### YOUR ASSIGNMENT
Retype every line from the start of the data down to and including the line with "middle pip: (413, 218)". Skip the pictures.

Per-instance keypoint data
↓

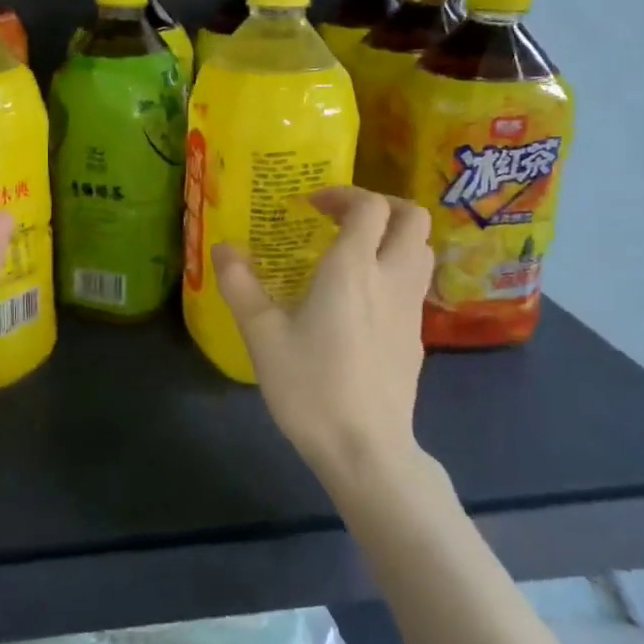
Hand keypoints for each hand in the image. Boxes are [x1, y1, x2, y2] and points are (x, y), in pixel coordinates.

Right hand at [213, 187, 435, 485]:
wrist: (365, 449)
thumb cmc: (310, 386)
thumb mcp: (262, 335)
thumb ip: (240, 285)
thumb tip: (222, 247)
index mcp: (353, 269)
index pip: (370, 207)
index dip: (344, 194)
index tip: (312, 204)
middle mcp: (390, 278)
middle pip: (413, 218)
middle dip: (382, 205)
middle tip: (343, 217)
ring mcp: (411, 308)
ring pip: (422, 250)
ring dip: (394, 236)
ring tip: (355, 251)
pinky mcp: (416, 336)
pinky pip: (415, 283)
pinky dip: (395, 270)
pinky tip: (362, 298)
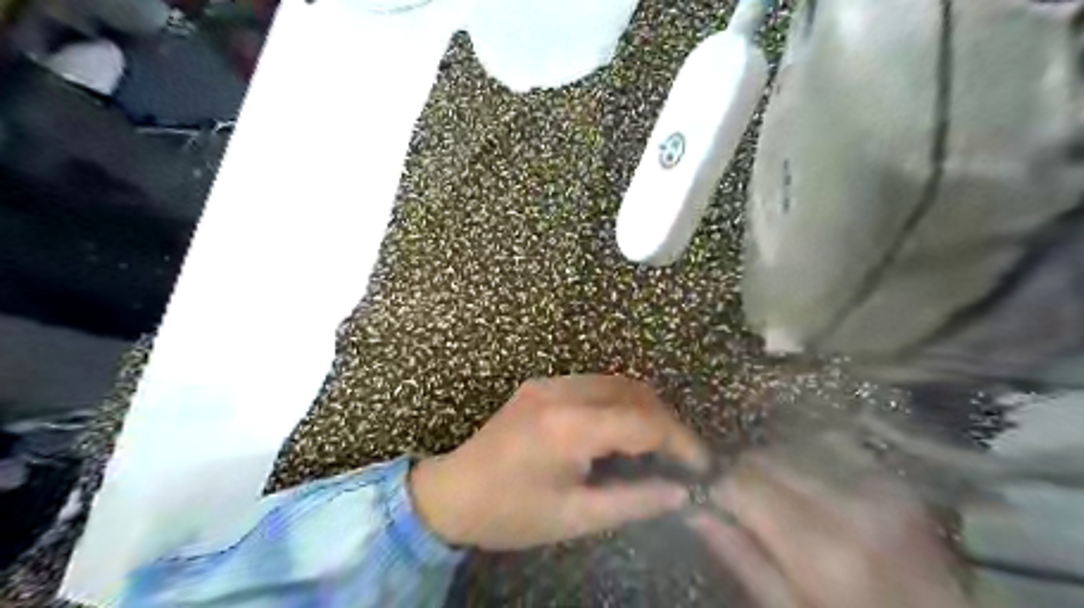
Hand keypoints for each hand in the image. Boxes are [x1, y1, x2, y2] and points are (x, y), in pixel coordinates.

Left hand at [412, 374, 708, 550]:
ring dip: (643, 409)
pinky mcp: (541, 383)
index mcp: (568, 427)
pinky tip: (619, 432)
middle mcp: (561, 392)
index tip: (700, 465)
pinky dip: (618, 403)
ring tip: (655, 446)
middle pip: (634, 392)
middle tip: (679, 456)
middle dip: (665, 421)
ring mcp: (548, 382)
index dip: (679, 441)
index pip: (643, 422)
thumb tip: (680, 491)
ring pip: (616, 382)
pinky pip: (594, 385)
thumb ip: (633, 502)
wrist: (451, 492)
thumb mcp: (574, 518)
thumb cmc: (510, 514)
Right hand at [684, 452, 974, 607]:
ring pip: (788, 447)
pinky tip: (808, 485)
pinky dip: (803, 459)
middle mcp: (849, 504)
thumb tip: (693, 508)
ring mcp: (876, 484)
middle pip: (763, 458)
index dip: (717, 486)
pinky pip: (825, 445)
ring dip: (771, 468)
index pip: (741, 483)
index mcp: (822, 549)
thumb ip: (740, 555)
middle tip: (744, 505)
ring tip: (779, 500)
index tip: (711, 499)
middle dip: (742, 475)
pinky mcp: (890, 476)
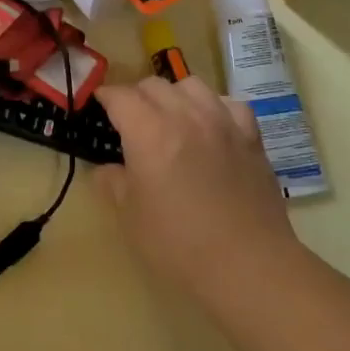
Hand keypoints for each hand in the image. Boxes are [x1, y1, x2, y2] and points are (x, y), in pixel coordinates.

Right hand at [94, 76, 309, 307]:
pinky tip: (210, 127)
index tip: (98, 105)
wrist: (248, 265)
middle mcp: (186, 116)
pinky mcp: (251, 138)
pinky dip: (213, 107)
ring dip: (174, 95)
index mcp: (149, 132)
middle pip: (154, 85)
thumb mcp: (130, 216)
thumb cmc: (178, 244)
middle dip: (136, 96)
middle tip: (129, 120)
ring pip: (192, 85)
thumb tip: (108, 169)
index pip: (120, 96)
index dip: (105, 97)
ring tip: (170, 117)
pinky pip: (229, 104)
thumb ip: (113, 183)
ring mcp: (223, 123)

↑

### ANSWER TO THIS PROBLEM
Hand keypoints for each hand in the image. Boxes are [x1, y1, x2, y2] and points are (x, y), in pixel coordinates.

Right hand at [213, 187, 435, 485]:
wrist: (365, 449)
thumb cmc: (310, 386)
thumb mcp: (262, 335)
thumb ip: (240, 285)
thumb tip: (222, 247)
index mcp: (353, 269)
index pip: (370, 207)
index dip: (344, 194)
index tip: (312, 204)
middle mcp: (390, 278)
middle pip: (413, 218)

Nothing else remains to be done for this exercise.